— WHAT YOU HAVE TO DO —
Only lines with the string "from" are wanted. Pull them out of the data.

— DATA —
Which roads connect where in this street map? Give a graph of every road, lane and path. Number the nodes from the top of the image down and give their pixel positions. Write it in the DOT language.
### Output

...

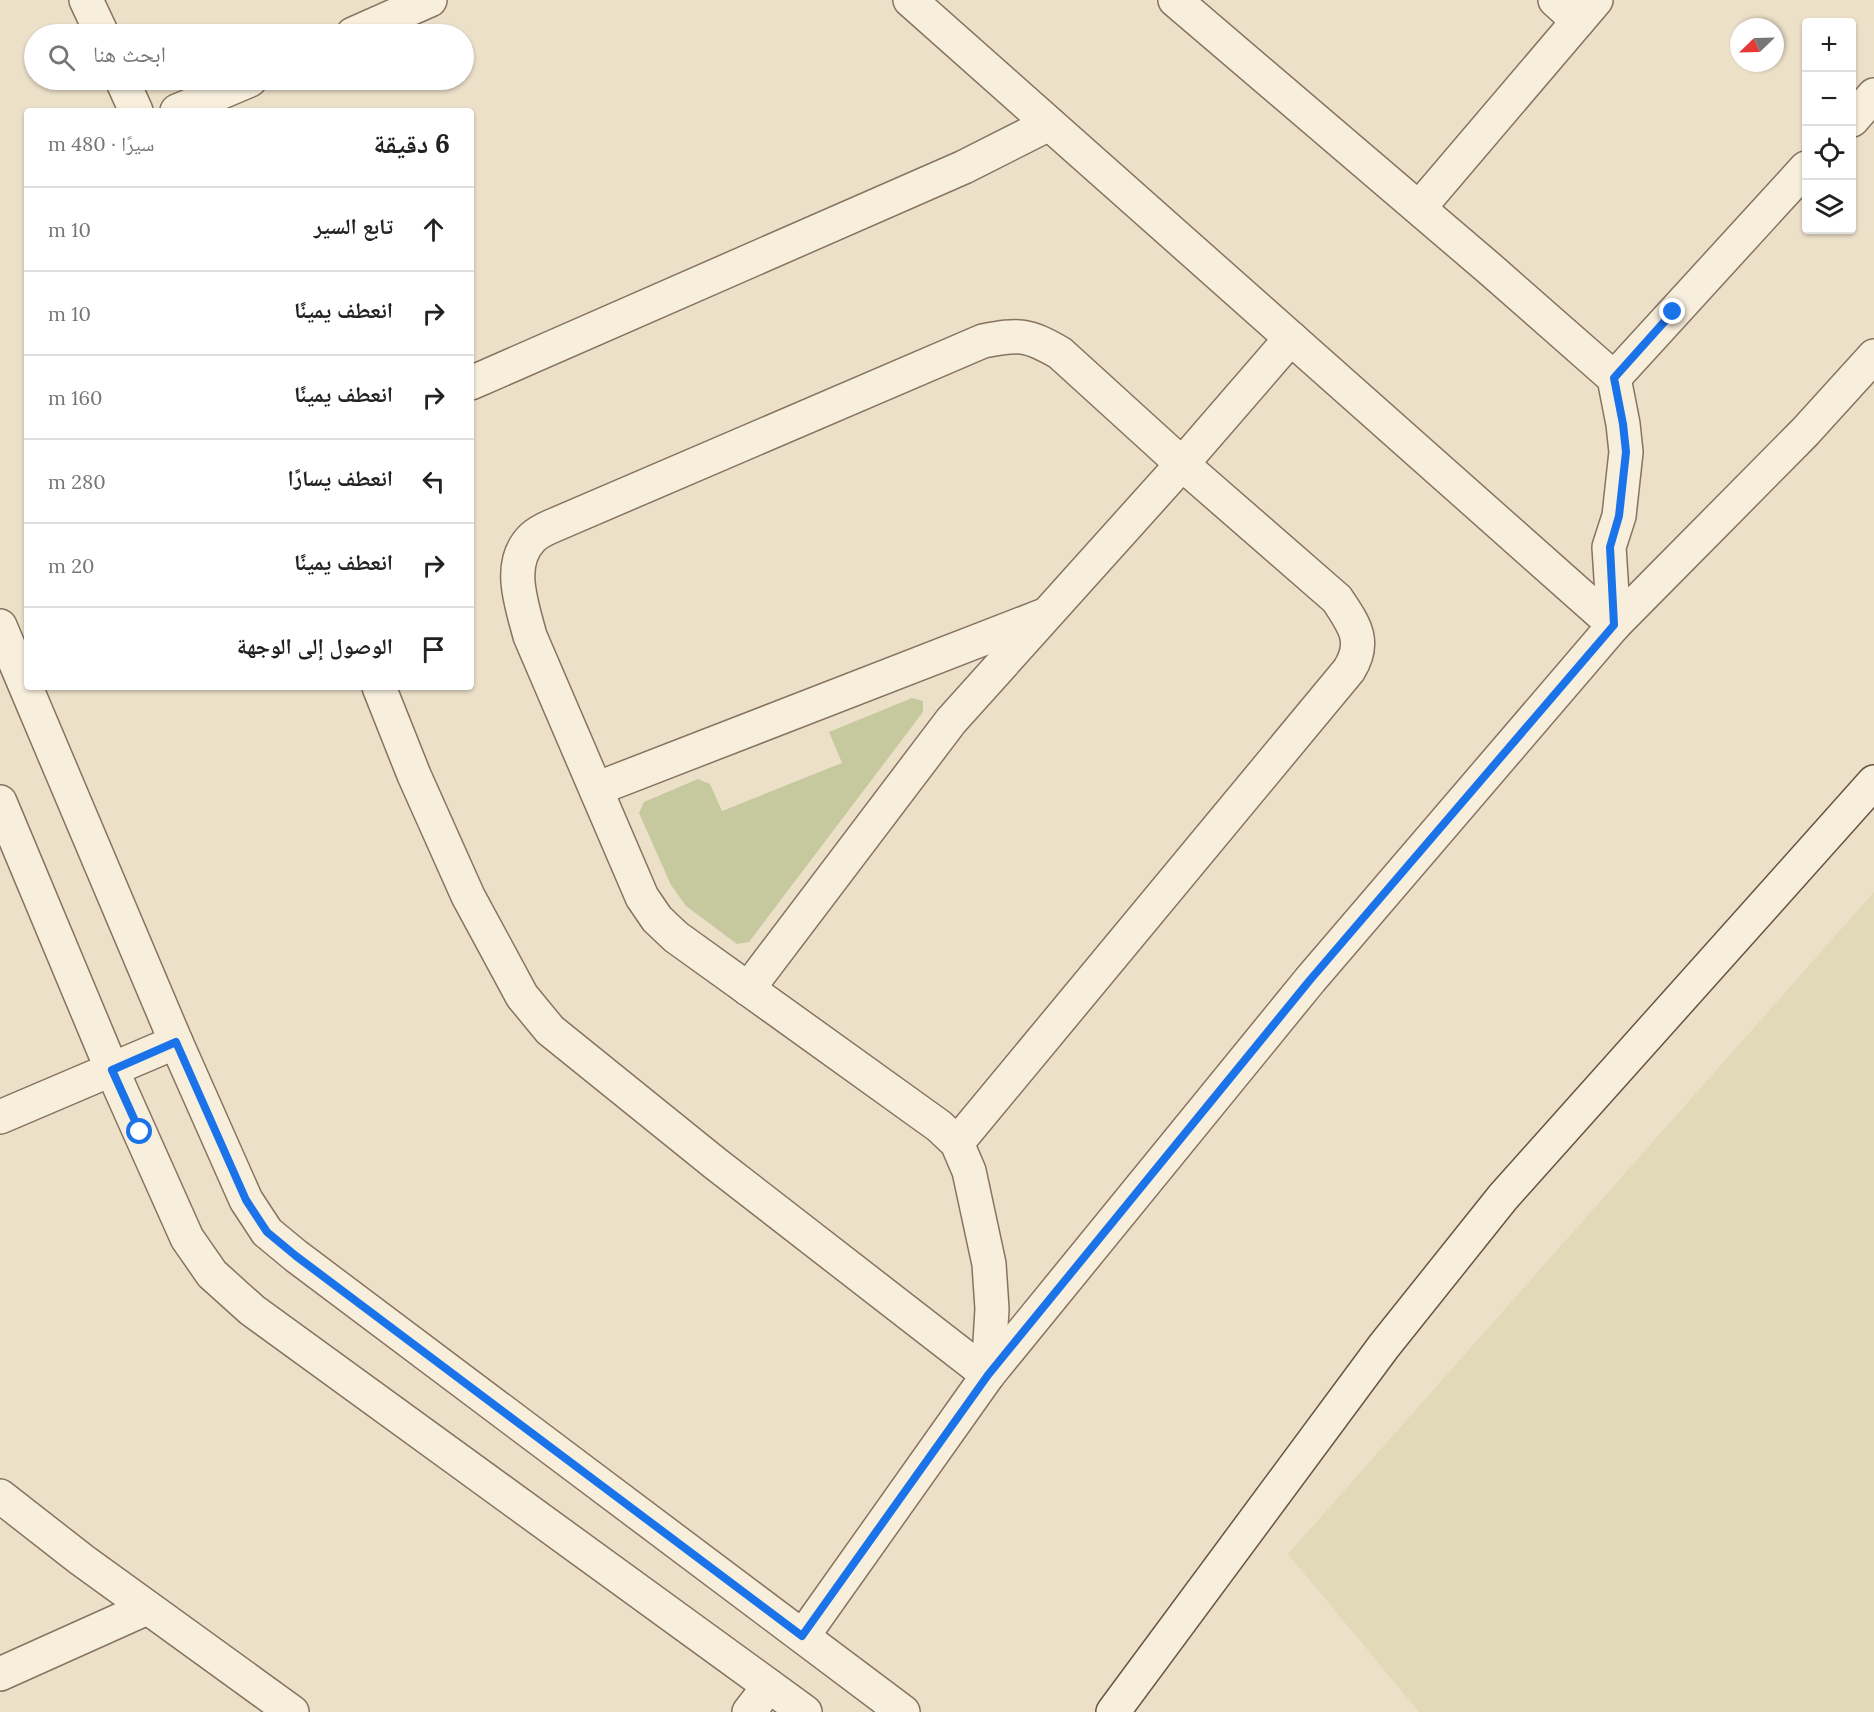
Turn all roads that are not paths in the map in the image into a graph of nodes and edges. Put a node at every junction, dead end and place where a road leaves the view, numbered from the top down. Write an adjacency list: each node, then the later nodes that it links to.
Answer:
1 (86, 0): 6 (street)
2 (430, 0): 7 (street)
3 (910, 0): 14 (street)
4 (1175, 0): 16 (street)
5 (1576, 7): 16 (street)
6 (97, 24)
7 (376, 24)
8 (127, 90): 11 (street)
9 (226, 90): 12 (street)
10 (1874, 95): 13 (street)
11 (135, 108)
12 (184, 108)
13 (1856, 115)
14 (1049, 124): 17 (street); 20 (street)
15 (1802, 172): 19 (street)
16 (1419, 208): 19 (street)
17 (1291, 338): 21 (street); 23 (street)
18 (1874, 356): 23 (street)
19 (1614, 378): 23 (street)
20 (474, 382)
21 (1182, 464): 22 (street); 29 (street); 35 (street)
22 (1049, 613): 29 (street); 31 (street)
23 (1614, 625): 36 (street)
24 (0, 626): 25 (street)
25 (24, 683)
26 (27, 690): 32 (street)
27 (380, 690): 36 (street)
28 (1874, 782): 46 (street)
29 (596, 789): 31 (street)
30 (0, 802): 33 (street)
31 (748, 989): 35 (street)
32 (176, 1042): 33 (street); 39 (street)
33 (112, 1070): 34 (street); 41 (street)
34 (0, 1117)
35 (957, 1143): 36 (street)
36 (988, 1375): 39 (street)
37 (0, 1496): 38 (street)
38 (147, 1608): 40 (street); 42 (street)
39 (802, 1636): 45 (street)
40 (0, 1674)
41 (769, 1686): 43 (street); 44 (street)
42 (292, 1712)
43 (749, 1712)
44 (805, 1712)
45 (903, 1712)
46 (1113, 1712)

— RESPONSE BELOW —
Which roads connect where in this street map? Give a graph of every road, lane and path. Number the nodes from the top of the image down and give their pixel positions. Write it in the DOT language.
Turn all roads that are not paths in the map in the image into a graph of nodes and edges. Put a node at every junction, dead end and place where a road leaves the view, numbered from the top down. Write an adjacency list: each node, then the later nodes that it links to.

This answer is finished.